#### LISTED RECORDS
####
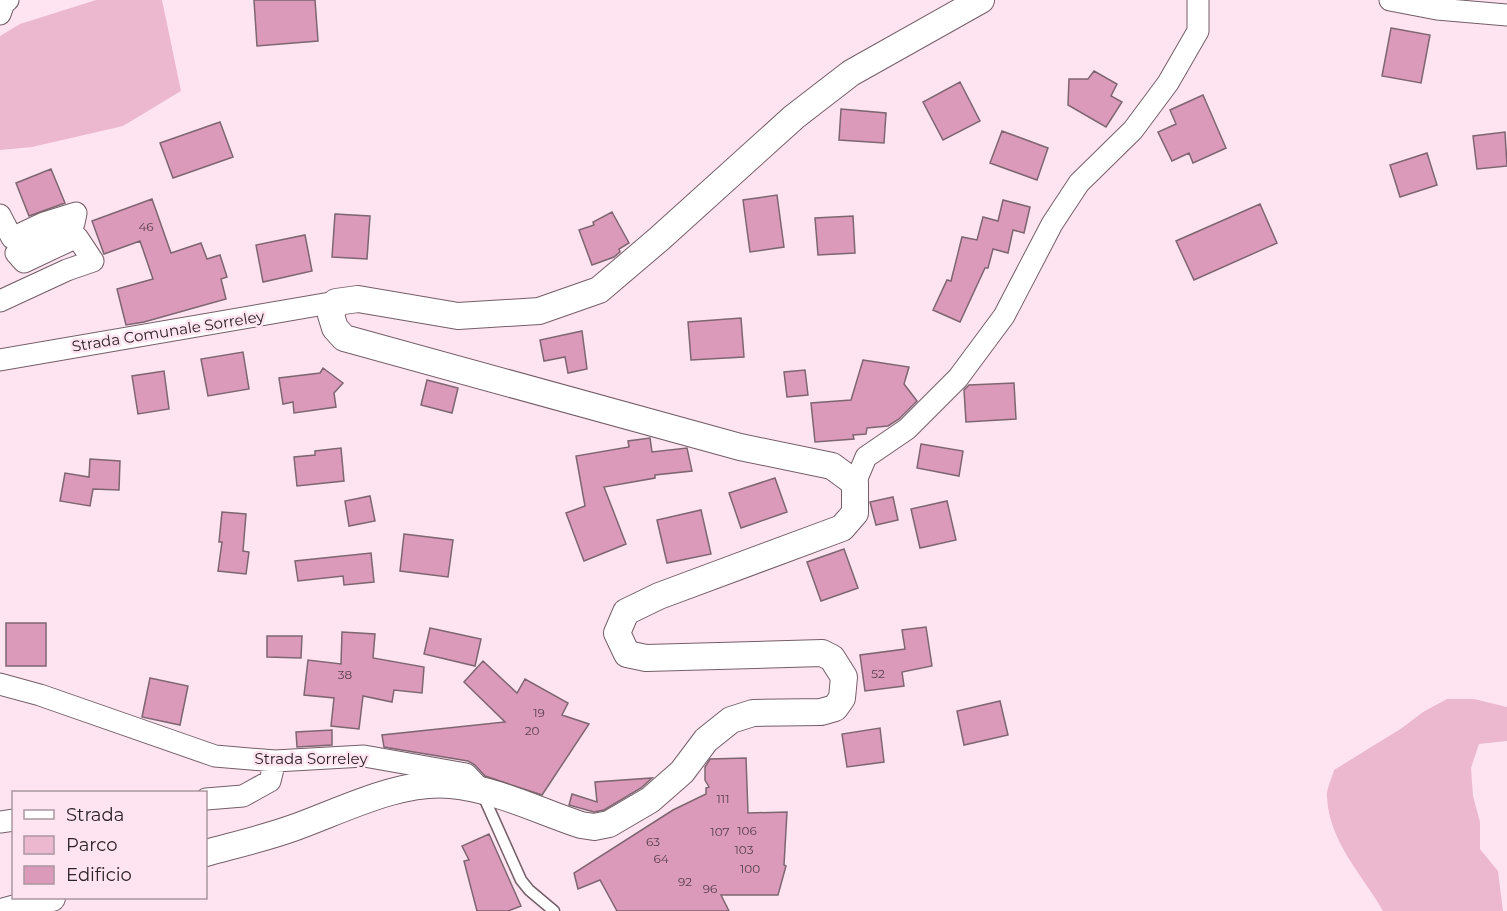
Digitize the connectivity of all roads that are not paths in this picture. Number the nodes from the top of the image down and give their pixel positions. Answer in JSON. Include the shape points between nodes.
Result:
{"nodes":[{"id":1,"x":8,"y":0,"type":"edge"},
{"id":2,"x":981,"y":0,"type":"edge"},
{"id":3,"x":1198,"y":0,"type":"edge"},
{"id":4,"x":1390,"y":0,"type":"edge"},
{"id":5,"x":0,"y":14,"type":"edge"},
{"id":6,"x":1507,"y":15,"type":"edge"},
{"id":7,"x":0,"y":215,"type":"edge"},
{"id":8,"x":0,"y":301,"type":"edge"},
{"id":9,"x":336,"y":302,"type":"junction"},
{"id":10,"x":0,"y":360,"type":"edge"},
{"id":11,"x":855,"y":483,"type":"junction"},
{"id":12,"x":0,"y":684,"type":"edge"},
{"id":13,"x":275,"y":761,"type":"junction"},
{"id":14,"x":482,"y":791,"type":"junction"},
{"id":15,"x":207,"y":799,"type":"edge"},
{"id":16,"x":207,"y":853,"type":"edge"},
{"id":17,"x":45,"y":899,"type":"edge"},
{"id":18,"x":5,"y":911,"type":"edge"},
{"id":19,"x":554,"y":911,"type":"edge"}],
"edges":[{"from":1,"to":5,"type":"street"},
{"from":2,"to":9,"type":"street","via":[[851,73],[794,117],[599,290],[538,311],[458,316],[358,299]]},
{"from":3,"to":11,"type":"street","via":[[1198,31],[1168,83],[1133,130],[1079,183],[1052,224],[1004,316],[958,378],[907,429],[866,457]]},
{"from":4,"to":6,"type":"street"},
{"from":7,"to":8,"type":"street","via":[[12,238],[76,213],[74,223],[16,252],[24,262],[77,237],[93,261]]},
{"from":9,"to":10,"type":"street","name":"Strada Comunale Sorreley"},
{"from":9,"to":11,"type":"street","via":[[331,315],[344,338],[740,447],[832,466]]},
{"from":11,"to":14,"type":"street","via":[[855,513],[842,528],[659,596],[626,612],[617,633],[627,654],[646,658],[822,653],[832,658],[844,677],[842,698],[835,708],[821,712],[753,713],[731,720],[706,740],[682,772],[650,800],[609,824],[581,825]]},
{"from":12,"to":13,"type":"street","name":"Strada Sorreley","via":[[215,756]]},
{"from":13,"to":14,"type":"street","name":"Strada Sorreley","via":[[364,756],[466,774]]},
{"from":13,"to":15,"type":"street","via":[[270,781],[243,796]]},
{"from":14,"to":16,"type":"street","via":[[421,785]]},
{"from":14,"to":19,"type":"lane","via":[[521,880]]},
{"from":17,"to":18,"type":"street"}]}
####
#### WORK TASK
Scan the material above for lines holding the string "nodes" and copy those lines.

#### COMPLETED EXERCISE
Digitize the connectivity of all roads that are not paths in this picture. Number the nodes from the top of the image down and give their pixel positions. Answer in JSON. Include the shape points between nodes.
{"nodes":[{"id":1,"x":8,"y":0,"type":"edge"},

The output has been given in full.